**Record extracts:**
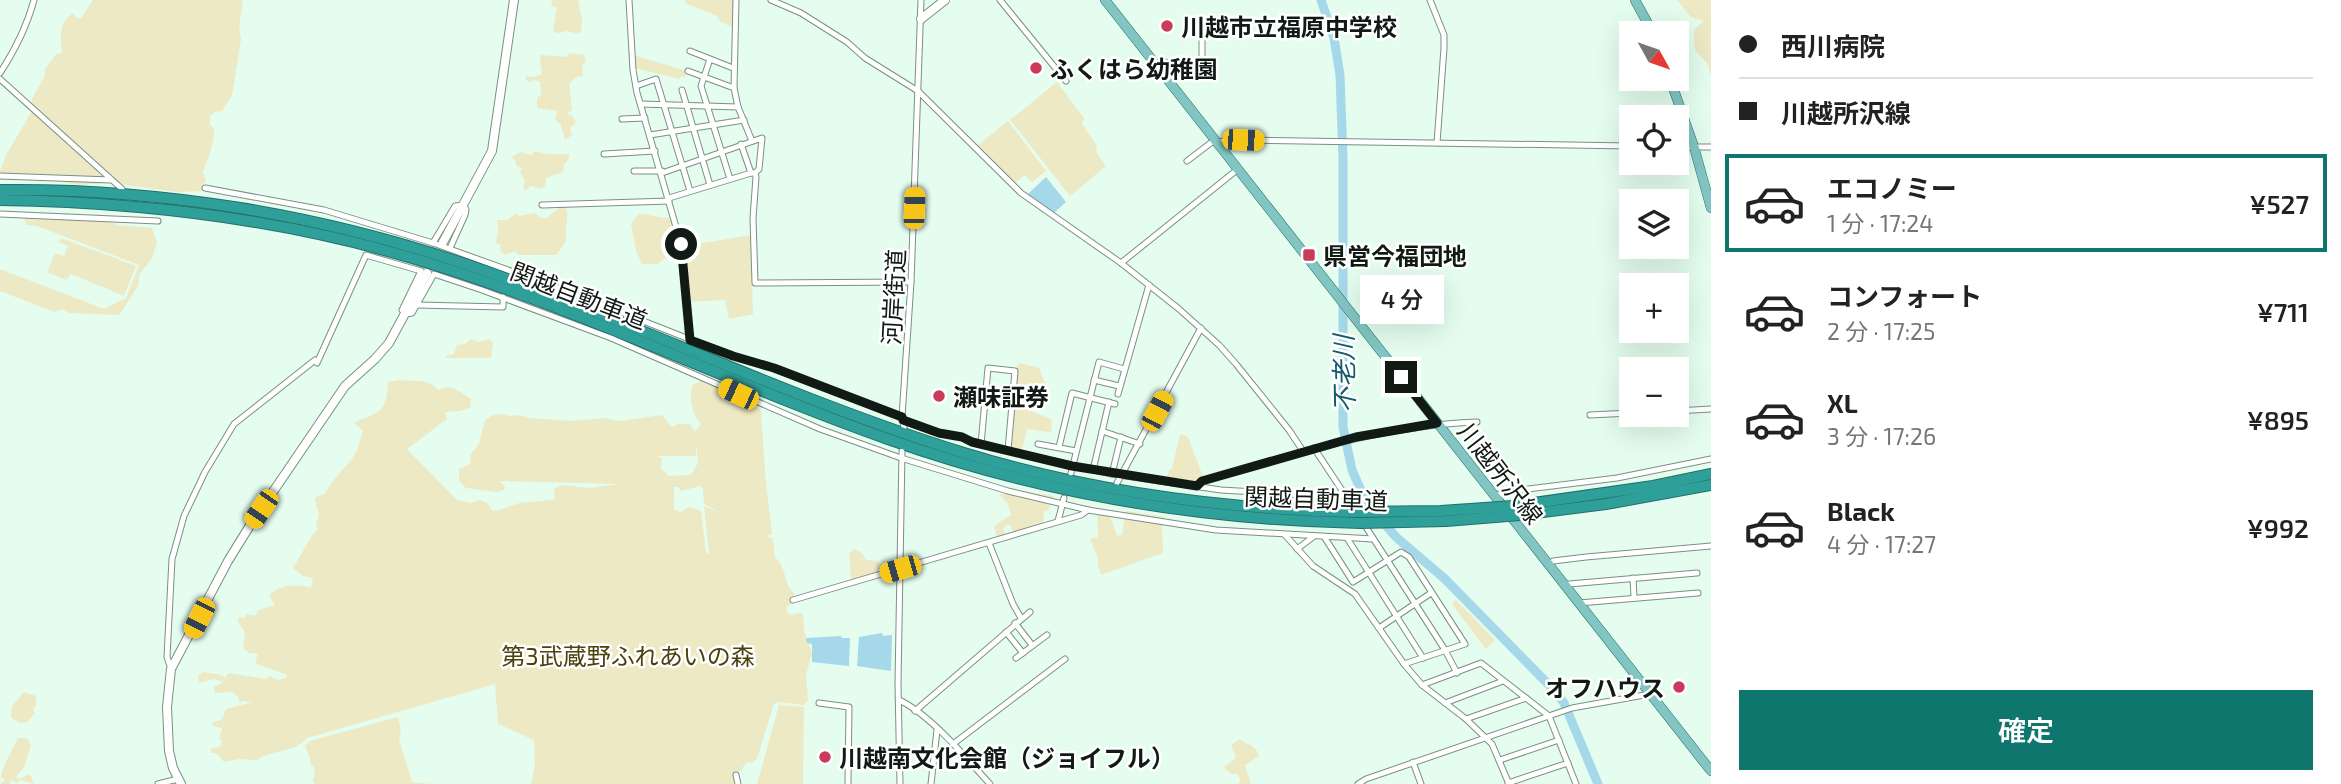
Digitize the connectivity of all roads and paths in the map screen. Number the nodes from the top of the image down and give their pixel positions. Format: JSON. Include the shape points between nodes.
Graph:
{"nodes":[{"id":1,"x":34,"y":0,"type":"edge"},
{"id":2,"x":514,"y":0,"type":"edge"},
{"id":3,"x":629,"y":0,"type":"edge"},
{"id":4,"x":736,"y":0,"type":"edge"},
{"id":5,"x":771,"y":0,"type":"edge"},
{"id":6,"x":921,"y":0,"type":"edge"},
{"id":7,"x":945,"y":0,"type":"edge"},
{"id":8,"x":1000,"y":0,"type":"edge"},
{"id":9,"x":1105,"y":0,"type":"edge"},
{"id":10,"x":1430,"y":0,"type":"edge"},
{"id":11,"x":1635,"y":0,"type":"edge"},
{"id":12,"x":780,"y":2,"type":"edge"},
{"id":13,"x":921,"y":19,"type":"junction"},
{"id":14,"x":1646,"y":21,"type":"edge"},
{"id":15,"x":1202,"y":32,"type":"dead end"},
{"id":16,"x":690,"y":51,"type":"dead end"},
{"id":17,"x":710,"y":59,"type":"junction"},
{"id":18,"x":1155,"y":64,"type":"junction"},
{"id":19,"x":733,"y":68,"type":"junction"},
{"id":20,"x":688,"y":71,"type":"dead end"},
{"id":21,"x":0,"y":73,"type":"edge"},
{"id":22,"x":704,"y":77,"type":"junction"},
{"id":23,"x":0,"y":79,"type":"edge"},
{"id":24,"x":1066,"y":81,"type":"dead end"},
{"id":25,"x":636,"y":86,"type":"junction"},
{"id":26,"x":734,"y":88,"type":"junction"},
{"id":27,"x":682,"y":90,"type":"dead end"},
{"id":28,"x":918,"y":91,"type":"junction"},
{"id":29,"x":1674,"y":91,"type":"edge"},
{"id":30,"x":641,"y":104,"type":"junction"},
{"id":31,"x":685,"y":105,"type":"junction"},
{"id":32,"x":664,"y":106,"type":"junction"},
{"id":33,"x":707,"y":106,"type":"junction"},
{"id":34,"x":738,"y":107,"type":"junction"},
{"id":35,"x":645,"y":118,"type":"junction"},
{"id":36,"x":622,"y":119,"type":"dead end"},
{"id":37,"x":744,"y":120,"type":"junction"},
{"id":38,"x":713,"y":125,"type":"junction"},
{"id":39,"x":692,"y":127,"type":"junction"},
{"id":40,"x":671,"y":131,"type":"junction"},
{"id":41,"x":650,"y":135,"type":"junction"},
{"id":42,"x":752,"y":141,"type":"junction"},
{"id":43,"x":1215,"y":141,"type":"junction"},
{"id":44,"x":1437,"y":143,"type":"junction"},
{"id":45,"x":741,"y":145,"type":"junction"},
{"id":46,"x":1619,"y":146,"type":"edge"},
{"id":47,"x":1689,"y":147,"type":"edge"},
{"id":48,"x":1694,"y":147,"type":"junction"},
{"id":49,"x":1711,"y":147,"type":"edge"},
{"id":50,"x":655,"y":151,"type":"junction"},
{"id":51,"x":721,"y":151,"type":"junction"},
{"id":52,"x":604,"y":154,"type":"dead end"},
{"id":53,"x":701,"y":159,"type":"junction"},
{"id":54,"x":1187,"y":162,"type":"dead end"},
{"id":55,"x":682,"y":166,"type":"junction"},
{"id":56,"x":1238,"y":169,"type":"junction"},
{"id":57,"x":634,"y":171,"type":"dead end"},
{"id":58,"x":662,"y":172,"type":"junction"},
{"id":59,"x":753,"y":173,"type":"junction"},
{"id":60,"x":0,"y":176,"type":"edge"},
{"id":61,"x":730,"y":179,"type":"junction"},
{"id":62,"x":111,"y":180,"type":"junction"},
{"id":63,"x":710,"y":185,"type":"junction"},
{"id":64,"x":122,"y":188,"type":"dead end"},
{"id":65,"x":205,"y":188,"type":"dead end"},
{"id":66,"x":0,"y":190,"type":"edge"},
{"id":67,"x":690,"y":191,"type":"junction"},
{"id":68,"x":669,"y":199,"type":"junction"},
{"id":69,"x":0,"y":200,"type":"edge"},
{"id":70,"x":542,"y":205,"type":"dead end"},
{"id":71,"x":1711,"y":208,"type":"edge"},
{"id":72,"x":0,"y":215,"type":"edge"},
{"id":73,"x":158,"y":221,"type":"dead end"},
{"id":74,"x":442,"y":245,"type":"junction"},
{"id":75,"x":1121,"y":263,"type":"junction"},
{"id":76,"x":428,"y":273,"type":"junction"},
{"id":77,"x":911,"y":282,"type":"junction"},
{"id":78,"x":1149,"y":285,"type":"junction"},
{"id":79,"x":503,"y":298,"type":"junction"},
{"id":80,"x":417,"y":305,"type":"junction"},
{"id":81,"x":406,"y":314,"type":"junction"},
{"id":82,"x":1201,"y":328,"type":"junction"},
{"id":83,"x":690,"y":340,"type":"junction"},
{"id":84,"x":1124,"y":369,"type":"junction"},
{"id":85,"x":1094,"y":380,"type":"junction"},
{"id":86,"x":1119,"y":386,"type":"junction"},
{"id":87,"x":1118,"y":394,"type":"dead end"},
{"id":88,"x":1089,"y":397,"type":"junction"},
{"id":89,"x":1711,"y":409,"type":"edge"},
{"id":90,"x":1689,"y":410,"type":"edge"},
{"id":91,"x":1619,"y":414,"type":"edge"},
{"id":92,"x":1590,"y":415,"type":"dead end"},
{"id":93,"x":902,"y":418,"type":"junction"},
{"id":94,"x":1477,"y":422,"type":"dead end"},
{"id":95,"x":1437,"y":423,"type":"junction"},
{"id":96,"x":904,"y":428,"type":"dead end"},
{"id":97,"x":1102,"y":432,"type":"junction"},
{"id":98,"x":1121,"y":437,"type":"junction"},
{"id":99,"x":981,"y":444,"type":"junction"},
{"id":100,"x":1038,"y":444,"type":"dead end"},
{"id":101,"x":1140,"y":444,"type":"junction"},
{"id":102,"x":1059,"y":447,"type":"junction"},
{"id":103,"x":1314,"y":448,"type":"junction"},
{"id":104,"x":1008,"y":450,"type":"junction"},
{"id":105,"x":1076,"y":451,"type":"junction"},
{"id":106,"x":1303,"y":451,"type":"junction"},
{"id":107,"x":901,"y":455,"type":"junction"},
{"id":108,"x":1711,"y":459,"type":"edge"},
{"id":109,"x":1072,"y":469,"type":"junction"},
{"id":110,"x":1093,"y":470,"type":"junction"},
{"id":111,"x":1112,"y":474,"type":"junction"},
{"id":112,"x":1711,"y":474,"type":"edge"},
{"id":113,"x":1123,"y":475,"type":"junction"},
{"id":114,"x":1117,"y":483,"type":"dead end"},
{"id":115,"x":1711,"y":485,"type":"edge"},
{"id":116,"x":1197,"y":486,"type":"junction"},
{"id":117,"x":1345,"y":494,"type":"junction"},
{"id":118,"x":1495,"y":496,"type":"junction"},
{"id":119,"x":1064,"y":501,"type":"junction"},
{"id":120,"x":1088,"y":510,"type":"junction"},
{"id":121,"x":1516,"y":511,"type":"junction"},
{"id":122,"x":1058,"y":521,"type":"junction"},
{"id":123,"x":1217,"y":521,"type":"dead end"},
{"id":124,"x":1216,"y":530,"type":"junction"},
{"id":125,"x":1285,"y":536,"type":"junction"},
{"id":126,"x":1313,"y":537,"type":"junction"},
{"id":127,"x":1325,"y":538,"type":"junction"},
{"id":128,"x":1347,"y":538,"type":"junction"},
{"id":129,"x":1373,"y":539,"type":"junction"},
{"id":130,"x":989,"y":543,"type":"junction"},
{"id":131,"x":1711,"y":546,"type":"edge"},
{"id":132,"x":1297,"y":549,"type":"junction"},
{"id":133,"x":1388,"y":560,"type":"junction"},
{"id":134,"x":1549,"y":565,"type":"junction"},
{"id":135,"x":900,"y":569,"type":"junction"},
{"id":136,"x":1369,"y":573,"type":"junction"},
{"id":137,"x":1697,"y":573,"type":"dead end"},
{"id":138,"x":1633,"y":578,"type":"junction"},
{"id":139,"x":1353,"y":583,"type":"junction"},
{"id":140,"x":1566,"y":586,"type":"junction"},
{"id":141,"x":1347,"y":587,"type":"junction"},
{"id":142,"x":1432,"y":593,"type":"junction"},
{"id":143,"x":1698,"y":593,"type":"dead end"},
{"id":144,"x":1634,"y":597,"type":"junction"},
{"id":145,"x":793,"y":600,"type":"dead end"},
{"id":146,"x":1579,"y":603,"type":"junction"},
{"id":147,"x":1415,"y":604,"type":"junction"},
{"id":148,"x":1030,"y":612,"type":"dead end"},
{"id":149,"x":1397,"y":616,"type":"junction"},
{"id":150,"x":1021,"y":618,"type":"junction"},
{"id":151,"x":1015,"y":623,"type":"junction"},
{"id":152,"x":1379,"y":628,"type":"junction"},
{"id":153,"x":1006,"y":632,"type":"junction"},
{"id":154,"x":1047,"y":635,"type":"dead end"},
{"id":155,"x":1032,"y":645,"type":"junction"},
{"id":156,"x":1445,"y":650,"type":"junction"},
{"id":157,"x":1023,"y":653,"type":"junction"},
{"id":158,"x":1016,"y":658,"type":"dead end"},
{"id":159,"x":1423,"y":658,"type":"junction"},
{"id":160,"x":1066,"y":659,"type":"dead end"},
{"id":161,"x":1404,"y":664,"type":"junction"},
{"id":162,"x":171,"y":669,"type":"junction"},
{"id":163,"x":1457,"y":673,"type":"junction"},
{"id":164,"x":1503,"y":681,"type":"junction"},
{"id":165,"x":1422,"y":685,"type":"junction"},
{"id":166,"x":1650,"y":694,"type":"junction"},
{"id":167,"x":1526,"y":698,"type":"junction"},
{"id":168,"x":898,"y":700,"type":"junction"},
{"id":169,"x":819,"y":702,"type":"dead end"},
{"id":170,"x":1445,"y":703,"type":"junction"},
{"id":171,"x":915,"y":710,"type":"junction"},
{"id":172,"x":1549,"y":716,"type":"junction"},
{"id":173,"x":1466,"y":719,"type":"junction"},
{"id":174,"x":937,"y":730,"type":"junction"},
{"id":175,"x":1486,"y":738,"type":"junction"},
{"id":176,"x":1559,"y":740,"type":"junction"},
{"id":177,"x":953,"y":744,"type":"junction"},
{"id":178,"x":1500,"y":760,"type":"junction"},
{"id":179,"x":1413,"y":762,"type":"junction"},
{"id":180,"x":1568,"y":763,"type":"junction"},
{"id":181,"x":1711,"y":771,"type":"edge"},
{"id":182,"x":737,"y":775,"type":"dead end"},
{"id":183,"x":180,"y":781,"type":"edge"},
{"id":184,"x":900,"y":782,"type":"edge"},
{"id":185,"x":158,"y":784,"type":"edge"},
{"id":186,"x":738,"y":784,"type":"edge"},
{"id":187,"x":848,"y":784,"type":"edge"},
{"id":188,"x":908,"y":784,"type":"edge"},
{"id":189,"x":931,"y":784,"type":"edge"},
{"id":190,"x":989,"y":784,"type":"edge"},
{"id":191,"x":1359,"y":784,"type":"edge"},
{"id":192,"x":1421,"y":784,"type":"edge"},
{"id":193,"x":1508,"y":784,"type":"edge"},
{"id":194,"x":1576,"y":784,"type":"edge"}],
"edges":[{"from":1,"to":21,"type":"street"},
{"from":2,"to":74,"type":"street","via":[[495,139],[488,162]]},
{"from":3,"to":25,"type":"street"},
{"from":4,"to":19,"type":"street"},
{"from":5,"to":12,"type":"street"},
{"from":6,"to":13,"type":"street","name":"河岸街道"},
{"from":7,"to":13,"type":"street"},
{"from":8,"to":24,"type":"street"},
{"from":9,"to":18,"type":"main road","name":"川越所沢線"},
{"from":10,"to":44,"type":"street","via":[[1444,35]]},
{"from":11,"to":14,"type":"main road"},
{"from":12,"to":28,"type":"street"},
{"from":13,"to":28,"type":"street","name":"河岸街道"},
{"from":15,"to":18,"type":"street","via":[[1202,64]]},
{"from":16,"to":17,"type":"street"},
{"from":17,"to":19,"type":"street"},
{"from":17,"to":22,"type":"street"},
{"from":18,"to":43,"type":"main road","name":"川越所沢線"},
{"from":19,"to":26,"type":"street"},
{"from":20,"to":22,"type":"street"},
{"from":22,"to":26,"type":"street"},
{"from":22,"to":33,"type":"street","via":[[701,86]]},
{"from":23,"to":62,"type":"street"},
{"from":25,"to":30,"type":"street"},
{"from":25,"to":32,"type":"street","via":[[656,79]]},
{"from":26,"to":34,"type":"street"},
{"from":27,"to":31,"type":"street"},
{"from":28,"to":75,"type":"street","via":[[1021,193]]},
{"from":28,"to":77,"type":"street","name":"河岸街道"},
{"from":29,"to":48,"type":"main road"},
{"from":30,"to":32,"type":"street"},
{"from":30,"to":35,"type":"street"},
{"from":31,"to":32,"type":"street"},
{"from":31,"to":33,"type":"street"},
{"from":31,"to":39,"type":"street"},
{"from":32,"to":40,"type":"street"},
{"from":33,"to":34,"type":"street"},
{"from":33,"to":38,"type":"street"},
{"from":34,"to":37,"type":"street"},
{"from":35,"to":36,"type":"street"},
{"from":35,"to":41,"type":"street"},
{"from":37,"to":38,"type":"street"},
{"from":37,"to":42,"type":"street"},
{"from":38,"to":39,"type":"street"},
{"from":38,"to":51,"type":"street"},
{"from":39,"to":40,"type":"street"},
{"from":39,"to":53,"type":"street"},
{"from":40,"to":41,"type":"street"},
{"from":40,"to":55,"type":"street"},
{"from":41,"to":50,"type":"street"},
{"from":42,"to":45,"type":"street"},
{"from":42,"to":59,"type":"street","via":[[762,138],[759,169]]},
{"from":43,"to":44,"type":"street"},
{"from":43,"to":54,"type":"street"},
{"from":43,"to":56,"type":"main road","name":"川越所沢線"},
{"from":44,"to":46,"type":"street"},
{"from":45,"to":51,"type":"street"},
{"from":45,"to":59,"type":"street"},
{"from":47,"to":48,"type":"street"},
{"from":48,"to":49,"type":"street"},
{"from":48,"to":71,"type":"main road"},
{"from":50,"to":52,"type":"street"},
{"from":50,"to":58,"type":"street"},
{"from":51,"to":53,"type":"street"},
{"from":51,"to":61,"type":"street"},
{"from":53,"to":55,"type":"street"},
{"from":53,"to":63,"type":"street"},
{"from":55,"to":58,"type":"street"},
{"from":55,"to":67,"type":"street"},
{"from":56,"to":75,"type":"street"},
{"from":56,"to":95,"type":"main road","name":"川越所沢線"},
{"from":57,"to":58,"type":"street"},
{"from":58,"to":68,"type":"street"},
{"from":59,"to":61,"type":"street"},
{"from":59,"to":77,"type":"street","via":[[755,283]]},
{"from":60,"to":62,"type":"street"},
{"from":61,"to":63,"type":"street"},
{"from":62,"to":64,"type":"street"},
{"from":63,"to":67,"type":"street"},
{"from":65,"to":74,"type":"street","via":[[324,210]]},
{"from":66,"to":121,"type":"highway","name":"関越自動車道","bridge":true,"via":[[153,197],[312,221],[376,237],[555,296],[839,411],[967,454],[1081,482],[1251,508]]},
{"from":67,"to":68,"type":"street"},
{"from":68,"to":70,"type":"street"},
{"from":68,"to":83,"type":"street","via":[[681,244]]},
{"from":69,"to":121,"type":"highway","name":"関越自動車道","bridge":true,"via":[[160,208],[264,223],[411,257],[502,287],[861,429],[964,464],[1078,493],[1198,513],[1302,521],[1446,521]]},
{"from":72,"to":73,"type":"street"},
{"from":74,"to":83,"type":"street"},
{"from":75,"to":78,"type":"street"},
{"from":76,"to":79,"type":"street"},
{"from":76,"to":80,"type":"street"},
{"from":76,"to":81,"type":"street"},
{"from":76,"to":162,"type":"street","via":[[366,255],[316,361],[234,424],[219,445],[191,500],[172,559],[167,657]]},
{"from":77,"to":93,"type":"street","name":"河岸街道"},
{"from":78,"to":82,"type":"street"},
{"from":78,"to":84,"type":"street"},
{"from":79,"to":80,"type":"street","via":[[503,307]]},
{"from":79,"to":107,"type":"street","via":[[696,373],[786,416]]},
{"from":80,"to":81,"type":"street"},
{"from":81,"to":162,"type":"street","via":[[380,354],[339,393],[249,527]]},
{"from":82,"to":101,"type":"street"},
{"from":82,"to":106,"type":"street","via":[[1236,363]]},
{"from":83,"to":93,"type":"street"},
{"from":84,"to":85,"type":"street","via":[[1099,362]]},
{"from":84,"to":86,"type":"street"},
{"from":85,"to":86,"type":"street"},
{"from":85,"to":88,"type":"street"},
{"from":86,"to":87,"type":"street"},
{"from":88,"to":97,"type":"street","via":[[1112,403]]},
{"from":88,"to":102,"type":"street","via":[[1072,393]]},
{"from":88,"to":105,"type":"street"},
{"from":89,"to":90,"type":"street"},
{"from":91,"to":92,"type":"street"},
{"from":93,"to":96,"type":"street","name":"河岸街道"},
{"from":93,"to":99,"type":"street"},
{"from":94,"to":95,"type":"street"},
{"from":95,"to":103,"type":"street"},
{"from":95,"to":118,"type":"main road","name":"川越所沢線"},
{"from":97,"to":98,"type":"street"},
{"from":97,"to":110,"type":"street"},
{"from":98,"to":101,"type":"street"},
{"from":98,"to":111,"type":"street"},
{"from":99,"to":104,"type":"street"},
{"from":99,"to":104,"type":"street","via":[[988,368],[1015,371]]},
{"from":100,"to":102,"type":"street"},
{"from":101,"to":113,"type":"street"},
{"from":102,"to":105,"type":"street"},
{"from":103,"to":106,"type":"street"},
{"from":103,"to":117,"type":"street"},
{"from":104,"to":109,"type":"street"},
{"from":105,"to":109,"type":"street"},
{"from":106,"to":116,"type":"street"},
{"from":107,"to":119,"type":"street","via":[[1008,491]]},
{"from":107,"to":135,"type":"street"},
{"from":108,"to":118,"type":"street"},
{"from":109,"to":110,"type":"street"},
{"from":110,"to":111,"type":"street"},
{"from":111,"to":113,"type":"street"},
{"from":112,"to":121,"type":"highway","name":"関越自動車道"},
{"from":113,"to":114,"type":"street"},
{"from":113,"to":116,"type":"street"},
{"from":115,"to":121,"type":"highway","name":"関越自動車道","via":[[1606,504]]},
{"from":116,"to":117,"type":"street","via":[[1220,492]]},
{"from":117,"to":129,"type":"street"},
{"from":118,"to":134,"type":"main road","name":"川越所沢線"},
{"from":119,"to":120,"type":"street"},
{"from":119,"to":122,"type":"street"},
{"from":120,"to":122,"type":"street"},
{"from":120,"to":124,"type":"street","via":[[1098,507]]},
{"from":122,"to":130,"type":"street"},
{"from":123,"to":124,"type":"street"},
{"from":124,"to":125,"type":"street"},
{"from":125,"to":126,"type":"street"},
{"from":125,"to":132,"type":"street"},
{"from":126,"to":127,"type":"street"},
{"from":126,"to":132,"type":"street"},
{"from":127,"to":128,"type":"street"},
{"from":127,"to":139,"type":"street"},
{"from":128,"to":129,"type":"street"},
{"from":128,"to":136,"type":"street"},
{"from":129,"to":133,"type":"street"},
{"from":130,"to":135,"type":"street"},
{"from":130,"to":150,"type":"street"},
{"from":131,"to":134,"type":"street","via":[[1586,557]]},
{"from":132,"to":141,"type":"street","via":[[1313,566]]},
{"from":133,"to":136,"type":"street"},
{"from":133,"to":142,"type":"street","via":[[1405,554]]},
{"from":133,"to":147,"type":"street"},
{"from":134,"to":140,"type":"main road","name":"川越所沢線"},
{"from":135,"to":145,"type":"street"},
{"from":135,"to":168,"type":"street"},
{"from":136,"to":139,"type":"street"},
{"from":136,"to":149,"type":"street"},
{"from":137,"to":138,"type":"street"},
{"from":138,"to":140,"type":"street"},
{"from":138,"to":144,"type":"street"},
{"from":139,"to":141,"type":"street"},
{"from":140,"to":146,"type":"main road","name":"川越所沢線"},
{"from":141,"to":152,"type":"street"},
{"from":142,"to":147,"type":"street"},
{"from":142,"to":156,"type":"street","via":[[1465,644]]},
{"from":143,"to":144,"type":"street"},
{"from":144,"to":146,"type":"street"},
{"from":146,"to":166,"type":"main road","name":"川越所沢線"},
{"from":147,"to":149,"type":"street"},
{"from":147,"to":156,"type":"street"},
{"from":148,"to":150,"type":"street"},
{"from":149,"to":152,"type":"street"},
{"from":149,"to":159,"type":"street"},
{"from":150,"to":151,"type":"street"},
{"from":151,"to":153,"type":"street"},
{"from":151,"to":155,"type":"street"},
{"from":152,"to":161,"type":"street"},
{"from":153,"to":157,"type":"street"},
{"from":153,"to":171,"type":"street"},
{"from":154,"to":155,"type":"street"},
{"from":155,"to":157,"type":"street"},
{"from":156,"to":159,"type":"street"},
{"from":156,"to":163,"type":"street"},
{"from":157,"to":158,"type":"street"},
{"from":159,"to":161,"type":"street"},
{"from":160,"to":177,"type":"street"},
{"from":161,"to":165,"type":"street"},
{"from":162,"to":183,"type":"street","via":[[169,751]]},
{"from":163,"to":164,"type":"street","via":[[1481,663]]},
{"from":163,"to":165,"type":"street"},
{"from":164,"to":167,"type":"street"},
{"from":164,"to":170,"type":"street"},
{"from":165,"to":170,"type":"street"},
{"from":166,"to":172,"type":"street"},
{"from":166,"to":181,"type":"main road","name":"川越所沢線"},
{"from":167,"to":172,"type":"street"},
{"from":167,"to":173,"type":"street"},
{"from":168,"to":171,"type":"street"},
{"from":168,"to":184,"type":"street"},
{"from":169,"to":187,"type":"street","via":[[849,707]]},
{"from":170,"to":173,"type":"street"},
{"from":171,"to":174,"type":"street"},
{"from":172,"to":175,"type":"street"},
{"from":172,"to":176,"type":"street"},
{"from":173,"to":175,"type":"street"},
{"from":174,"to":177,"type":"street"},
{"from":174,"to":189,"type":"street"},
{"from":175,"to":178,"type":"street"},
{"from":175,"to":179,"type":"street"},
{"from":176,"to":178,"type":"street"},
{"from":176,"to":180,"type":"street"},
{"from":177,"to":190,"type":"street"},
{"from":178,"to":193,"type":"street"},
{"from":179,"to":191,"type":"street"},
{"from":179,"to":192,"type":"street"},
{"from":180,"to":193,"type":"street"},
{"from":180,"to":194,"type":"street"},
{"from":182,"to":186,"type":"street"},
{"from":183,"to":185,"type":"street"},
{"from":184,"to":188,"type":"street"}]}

**Task item:**
Give every line of the material that includes the string "河岸街道".

**Reply to the exercise:**
{"from":6,"to":13,"type":"street","name":"河岸街道"},
{"from":13,"to":28,"type":"street","name":"河岸街道"},
{"from":28,"to":77,"type":"street","name":"河岸街道"},
{"from":77,"to":93,"type":"street","name":"河岸街道"},
{"from":93,"to":96,"type":"street","name":"河岸街道"},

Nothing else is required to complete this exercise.